DIRECTIONS FOR THIS TASK
From the entries below, copy every line that has the word "Feld".

RECORDED INFORMATION START

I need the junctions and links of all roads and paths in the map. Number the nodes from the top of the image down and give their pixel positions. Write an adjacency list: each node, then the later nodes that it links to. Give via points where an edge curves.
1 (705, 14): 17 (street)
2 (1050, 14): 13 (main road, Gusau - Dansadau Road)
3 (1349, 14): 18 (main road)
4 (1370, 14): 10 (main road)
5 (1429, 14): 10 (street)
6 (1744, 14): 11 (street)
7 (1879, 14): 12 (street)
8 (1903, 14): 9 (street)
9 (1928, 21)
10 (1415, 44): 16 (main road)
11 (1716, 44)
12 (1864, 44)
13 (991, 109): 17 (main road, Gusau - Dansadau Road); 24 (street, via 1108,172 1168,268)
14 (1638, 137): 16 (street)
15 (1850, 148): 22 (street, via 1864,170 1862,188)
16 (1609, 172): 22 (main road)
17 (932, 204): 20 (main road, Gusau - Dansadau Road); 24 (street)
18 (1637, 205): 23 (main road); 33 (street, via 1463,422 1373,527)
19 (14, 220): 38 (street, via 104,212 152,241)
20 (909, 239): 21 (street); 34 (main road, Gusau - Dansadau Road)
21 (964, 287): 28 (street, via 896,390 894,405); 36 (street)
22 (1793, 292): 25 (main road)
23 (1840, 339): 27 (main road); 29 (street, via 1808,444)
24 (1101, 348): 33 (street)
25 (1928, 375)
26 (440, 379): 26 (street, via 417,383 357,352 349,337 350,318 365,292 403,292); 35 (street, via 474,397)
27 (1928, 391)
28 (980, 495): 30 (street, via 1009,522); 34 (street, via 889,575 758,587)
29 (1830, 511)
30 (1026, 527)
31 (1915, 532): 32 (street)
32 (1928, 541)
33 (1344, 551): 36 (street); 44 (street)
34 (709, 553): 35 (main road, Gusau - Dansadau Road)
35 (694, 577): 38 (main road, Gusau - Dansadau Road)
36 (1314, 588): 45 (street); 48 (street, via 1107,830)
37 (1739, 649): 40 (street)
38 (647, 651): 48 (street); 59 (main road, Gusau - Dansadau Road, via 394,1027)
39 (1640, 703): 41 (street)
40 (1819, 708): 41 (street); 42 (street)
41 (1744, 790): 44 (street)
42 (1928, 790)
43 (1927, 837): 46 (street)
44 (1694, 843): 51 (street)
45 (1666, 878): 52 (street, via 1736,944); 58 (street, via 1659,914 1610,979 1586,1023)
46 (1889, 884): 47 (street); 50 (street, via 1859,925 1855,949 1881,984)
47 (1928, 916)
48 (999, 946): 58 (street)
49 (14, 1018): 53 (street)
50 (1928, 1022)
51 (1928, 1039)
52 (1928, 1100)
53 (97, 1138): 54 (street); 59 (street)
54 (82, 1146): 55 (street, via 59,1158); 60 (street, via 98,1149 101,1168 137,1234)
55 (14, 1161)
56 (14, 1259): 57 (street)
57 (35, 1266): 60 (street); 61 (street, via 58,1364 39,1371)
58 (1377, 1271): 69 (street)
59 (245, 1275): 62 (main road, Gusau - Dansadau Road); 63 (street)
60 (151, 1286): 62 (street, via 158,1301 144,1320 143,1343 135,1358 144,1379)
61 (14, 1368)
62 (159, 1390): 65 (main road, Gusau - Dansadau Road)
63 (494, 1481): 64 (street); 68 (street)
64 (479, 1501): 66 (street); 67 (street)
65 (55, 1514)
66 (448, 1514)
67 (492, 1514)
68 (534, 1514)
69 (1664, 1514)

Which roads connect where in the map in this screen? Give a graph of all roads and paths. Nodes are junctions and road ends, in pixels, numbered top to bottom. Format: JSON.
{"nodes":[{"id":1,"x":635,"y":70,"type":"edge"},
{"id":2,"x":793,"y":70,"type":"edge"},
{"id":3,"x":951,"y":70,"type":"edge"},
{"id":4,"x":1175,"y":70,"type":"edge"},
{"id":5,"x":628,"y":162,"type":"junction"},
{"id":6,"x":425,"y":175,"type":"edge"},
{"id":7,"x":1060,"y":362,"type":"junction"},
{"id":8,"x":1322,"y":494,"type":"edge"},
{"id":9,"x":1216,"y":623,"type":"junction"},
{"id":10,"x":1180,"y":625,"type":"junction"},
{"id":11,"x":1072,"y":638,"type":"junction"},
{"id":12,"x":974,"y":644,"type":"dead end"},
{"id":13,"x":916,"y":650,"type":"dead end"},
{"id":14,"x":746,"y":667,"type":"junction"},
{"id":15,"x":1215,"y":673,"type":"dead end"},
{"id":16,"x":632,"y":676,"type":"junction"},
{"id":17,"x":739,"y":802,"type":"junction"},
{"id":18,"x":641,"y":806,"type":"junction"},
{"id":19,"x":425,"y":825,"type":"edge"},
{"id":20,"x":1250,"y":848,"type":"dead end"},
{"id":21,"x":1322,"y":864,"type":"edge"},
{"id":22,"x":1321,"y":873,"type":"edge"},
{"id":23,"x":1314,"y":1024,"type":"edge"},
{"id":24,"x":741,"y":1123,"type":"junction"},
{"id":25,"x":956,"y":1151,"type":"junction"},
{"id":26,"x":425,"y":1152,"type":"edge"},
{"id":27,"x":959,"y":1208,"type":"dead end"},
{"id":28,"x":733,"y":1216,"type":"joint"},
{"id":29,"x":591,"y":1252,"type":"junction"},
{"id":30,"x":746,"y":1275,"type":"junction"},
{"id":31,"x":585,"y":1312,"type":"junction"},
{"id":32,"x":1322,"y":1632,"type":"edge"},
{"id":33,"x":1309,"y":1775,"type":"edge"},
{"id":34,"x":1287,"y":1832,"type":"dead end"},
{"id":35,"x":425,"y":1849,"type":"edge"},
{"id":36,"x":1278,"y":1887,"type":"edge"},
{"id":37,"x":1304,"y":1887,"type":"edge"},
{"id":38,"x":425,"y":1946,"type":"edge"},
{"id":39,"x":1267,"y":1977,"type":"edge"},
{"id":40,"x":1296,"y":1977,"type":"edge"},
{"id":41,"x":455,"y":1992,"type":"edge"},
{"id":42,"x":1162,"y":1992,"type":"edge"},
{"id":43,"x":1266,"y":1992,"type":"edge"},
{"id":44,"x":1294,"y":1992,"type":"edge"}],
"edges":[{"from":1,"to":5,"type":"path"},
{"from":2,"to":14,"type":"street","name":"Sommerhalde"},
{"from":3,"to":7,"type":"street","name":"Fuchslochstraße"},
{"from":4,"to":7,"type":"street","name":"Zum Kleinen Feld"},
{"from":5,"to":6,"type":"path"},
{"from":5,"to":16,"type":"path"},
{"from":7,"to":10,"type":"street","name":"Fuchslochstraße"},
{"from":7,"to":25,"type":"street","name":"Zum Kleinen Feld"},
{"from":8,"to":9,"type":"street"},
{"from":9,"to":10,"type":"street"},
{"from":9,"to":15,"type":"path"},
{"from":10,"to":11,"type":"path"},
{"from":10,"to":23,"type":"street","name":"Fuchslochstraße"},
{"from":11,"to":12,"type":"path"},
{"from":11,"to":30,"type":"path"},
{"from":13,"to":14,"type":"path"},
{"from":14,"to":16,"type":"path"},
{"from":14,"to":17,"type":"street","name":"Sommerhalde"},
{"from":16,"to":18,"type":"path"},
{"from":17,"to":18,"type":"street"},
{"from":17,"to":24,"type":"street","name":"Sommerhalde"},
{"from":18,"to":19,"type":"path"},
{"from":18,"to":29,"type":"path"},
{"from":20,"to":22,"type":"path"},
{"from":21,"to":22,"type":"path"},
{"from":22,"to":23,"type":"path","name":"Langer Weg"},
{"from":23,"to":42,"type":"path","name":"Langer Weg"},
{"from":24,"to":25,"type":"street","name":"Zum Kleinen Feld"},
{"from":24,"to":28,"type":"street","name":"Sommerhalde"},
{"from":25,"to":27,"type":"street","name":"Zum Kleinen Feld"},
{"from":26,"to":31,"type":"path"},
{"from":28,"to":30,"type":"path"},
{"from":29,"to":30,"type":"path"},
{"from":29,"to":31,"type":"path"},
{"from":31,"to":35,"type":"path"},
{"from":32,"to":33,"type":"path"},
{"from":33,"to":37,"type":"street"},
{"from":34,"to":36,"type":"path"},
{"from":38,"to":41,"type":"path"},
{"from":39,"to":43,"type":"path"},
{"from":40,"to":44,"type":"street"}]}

RECORDED INFORMATION END

RESPONSE
{"from":4,"to":7,"type":"street","name":"Zum Kleinen Feld"},
{"from":7,"to":25,"type":"street","name":"Zum Kleinen Feld"},
{"from":24,"to":25,"type":"street","name":"Zum Kleinen Feld"},
{"from":25,"to":27,"type":"street","name":"Zum Kleinen Feld"},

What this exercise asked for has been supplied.